Bornemann, who had just moved from Vancouver, was more aware of transsexual culture than Davis was. It took many conversations and arguments before Davis became comfortable with the notion of transsexuality.

“I guess I was sort of trans-phobic for while,” he says with a laugh. “I was in gender studies and some of the students were not that supportive. I think I sort of bought into it for awhile… maybe it was little bit of self hating.”

Fights over the merits of transsexuality occurred often in the early phases of their relationship, but these fights opened the door to discussion, and, Davis as says now, “We both knew.”

The couple has come a long way since their early days at Mount Saint Vincent. The two moved in together after residence and have been inseparable ever since. They share a home, a car and both work at the Youth Project, an organization designed to promote openness and awareness for queer and transsexual youth. In September 2007, six months before Davis’s surgery date, they made their relationship official, getting married at Halifax’s North End Church. The wedding also served as an opportunity for Davis to come out to his parents about his transsexuality.

“Sometimes I think if we added up the hours we have spent together, I bet it would compare to people who have been in 20-year relationships,” jokes Bornemann.

Davis and Bornemann’s relationship, one that began between two women who both identified as bisexual and has now transformed into a marriage between a man and a woman, is difficult to label.

“I think of us as a queer straight couple,” explains Bornemann, and the two chuckle.

“Our relationship is heterosexual but I think we are still queer in many ways,” adds Davis.

Bornemann recalls a friend’s reaction when Davis came out to her as a transsexual who was transitioning. She asked Bornemann if she was straight now.

“I was like, really? Is it that black and white?” she says.

Like any relationship, theirs has not always been an easy one, and Davis’s process toward transitioning proved to be especially difficult at times. Because the surgery alone cost about $62,000 and isn’t government subsidized or covered by Nova Scotia’s Health Insurance Program, finances played a big part in deciding how long before Davis would be able to undergo surgery.

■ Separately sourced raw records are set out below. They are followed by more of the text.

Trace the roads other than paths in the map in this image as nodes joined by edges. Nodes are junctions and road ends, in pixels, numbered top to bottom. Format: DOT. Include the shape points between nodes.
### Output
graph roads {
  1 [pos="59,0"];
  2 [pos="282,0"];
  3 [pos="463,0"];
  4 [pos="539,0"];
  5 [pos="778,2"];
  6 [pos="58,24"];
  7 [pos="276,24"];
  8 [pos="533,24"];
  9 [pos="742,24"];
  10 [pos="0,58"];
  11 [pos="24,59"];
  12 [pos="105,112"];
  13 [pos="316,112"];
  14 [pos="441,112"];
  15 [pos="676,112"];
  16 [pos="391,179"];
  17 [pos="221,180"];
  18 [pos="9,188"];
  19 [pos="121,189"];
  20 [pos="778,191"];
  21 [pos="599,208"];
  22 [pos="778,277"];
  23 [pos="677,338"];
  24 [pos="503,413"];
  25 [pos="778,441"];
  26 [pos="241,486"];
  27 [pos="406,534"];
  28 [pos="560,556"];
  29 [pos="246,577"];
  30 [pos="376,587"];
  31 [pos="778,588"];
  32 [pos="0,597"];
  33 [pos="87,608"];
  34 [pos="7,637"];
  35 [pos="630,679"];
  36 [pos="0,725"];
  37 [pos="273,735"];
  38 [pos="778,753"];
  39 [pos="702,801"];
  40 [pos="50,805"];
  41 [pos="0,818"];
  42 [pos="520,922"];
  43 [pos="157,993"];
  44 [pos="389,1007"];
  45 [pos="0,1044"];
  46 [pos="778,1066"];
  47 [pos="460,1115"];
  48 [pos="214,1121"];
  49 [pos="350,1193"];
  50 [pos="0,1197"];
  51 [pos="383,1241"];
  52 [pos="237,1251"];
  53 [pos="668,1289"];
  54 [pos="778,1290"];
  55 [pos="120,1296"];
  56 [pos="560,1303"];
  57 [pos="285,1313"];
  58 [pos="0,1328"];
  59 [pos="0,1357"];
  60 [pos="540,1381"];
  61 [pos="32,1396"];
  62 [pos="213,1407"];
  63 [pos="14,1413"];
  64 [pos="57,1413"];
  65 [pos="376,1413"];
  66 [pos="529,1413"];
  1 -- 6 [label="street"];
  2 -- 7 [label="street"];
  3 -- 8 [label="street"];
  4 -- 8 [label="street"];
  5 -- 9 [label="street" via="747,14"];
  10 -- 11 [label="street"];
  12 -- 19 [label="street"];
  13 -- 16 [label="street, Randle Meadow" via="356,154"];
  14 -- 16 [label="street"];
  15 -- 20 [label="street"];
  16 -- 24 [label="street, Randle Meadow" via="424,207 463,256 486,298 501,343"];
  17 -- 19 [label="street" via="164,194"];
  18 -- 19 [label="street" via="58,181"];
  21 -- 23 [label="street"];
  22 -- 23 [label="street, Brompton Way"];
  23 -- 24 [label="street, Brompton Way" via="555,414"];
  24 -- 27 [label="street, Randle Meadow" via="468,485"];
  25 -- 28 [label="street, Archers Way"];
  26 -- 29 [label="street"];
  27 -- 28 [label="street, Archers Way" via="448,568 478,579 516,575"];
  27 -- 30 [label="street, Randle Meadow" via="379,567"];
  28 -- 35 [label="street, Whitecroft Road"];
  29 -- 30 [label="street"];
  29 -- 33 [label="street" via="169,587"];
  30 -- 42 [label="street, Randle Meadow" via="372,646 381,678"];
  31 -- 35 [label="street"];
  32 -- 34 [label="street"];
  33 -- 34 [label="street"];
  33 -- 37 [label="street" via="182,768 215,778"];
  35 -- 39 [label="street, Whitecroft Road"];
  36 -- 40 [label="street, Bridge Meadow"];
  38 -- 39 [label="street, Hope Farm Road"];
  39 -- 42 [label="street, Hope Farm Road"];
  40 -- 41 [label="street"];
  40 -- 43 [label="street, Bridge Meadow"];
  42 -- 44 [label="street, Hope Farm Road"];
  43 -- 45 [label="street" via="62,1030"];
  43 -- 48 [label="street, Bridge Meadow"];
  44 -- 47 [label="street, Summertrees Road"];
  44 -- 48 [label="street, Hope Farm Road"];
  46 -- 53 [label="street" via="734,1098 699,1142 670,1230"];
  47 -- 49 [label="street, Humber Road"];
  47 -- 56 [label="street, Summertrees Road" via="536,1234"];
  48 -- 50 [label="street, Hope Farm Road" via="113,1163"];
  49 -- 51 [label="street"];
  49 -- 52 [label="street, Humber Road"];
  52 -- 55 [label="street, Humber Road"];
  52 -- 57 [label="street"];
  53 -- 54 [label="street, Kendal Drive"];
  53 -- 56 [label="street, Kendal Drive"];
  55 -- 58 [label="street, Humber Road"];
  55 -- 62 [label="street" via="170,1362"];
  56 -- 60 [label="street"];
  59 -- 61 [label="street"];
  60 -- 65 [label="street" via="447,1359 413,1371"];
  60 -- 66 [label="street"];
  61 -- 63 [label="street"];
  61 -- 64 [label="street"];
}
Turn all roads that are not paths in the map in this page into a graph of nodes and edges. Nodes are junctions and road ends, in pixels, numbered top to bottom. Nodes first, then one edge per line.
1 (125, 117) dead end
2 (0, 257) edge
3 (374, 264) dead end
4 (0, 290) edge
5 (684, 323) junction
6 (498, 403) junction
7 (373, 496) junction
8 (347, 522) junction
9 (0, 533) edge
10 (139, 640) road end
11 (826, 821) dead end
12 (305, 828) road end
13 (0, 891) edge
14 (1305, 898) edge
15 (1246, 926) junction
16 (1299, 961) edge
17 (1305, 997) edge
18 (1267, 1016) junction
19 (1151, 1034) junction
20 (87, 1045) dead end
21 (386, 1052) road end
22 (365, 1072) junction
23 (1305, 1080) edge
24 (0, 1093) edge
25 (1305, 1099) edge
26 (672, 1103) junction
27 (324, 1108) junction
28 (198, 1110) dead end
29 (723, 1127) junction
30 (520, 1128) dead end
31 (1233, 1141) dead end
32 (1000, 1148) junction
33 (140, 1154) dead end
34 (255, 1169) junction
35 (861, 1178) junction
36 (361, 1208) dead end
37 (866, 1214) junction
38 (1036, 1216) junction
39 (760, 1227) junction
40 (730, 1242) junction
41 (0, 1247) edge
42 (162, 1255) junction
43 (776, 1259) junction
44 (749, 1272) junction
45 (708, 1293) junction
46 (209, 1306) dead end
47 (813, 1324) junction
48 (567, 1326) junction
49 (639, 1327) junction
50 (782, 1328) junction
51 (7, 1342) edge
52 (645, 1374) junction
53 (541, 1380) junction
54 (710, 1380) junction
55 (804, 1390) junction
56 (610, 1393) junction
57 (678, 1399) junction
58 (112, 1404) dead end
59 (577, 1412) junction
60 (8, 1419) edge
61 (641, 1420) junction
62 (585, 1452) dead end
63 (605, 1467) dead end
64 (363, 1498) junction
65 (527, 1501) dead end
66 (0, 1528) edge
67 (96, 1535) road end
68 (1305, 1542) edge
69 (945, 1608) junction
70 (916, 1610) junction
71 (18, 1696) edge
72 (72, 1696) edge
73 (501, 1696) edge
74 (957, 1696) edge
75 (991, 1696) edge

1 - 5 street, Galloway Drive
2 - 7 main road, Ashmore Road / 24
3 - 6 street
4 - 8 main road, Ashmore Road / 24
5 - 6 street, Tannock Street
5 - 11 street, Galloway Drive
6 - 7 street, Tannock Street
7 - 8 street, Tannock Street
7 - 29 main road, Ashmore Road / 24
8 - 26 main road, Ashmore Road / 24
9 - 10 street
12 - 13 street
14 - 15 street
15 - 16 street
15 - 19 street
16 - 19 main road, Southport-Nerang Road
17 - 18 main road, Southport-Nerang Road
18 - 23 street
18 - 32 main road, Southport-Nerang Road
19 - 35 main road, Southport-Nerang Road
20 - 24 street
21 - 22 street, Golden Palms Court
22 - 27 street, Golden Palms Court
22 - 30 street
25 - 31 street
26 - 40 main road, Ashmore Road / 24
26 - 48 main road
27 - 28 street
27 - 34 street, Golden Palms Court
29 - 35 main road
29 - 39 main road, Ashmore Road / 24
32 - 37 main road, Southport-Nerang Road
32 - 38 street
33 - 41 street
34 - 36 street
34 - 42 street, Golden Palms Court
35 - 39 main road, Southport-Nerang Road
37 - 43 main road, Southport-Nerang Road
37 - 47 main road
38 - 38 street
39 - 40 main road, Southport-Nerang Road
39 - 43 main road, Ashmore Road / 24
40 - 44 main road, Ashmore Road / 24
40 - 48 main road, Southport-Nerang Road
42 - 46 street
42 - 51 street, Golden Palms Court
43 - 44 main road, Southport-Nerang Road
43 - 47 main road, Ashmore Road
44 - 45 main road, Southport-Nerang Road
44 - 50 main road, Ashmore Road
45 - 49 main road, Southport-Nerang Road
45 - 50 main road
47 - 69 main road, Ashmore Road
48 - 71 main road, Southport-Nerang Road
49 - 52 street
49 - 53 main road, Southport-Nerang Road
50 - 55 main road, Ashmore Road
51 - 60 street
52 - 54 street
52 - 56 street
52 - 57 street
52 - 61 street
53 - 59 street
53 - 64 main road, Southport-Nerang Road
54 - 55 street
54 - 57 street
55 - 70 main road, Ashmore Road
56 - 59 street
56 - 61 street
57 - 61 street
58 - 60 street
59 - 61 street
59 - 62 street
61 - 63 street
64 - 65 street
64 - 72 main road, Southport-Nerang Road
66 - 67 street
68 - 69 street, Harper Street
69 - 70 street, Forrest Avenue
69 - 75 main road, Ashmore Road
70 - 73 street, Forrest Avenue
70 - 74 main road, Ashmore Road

A fundraiser raised around $15,000, but the rest came from Davis and Bornemann working hard and saving their pennies. While the couple continued to save money for the surgery, Davis was struggling with his identity.

He recalls being so depressed and angry, that there were periods when he thought about suicide.

“It came to the point where either I do this or I become more than just suicidal but I begin to attempt it,” he remembers.

Bornemann remembers Davis’ many “off-limit” areas of his body during that time.

“It was getting to where (Davis) was like, ‘you don’t touch me anymore,’ and I’m like, ‘I’m not allowed!’”

Davis has improved since the surgery, but he still struggles. Though it is becoming rarer as hormone treatment progresses, it is still hard when strangers refer to him as a she. He refers to these experiences as “heartbreaking.”

He recalls a particularly stressful experience shopping at Winners, where an employee stood outside of the change room, directing people into the male or female changing areas.

“It was easier (for Davis) not to shop there, than to go through the stress of being slotted into a gender category by a complete stranger,” recalls Bornemann.

Restaurants were also difficult territory in the early days following the surgery, because servers seemed particularly disposed to using gendered language.

“Everywhere we went it was just: ‘hey ladies, how are you? Hey ladies, what can I get for you?’” says Bornemann.

She began keeping a “lady log,” writing down the names of restaurants where they had been called ‘ladies,’ versus other restaurants that were still safe to eat at.

These days, Davis is mistaken for a female less and less frequently, and he is anticipating his facial hair beginning to grow in full force.

“Most people when they go shopping or out in the world, are generally contented, but for me it was a life of being angry and for a long time not understanding why. Life has gotten amazingly better… I put off happiness for way too long.”